» THE DATA
• • • • •

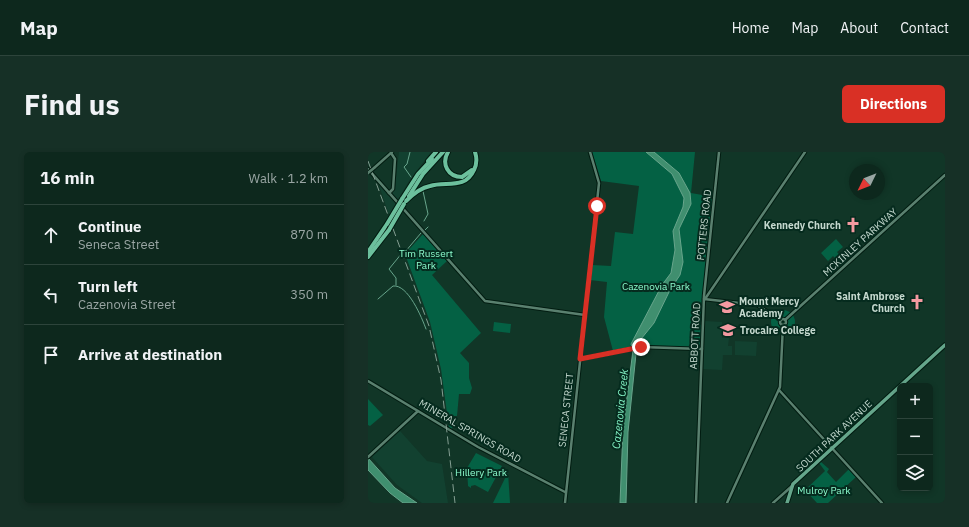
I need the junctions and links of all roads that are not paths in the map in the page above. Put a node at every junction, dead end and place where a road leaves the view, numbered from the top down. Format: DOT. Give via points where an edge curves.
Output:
graph roads {
  1 [pos="436,152"];
  2 [pos="439,152"];
  3 [pos="443,152"];
  4 [pos="448,152"];
  5 [pos="474,152"];
  6 [pos="590,152"];
  7 [pos="719,152"];
  8 [pos="805,152"];
  9 [pos="391,153"];
  10 [pos="425,166"];
  11 [pos="368,169"];
  12 [pos="368,173"];
  13 [pos="945,175"];
  14 [pos="389,193"];
  15 [pos="404,201"];
  16 [pos="368,252"];
  17 [pos="368,257"];
  18 [pos="704,300"];
  19 [pos="585,315"];
  20 [pos="781,320"];
  21 [pos="785,320"];
  22 [pos="783,325"];
  23 [pos="945,345"];
  24 [pos="702,349"];
  25 [pos="580,359"];
  26 [pos="368,381"];
  27 [pos="779,390"];
  28 [pos="418,411"];
  29 [pos="832,448"];
  30 [pos="368,457"];
  31 [pos="794,484"];
  32 [pos="565,492"];
  33 [pos="564,503"];
  34 [pos="696,503"];
  35 [pos="727,503"];
  36 [pos="773,503"];
  37 [pos="788,503"];
  38 [pos="882,503"];
  1 -- 10 [label="highway"];
  2 -- 10 [label="highway"];
  3 -- 15 [label="highway"];
  4 -- 5 [label="highway" via="445,159 446,168 452,175 459,177 472,170"];
  5 -- 15 [label="highway" via="475,168 467,180 456,184 427,187"];
  6 -- 19 [label="street, SENECA STREET" via="600,183"];
  7 -- 18 [label="street, POTTERS ROAD"];
  8 -- 18 [label="street, ABBOTT ROAD"];
  9 -- 12 [label="street, bridge"];
  9 -- 14 [label="street" via="395,159 393,189"];
  10 -- 15 [label="highway"];
  11 -- 14 [label="street"];
  13 -- 21 [label="street, MCKINLEY PARKWAY"];
  14 -- 19 [label="street" via="485,301"];
  15 -- 16 [label="highway, bridge"];
  15 -- 17 [label="highway, bridge" via="389,230"];
  18 -- 20 [label="street" via="757,305"];
  18 -- 24 [label="street, ABBOTT ROAD"];
  19 -- 25 [label="street, SENECA STREET"];
  20 -- 21 [label="street"];
  20 -- 22 [label="street" via="780,323"];
  21 -- 22 [label="street" via="786,324"];
  22 -- 27 [label="street"];
  23 -- 29 [label="main road, SOUTH PARK AVENUE"];
  24 -- 25 [label="street" via="638,347"];
  24 -- 34 [label="street, ABBOTT ROAD"];
  25 -- 32 [label="street, SENECA STREET"];
  26 -- 28 [label="street, MINERAL SPRINGS ROAD"];
  27 -- 29 [label="street"];
  27 -- 35 [label="street"];
  28 -- 30 [label="street"];
  28 -- 32 [label="street, MINERAL SPRINGS ROAD" via="488,453"];
  29 -- 31 [label="main road, SOUTH PARK AVENUE"];
  29 -- 38 [label="street"];
  31 -- 36 [label="street"];
  31 -- 37 [label="main road, SOUTH PARK AVENUE"];
  32 -- 33 [label="street, SENECA STREET"];
}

• • • • •

» AIM OF THE EXERCISE
Among these entries, how many lines include the string "AVENUE"? Reply with the number by itself.

» RESPONSE TO THIS TASK
3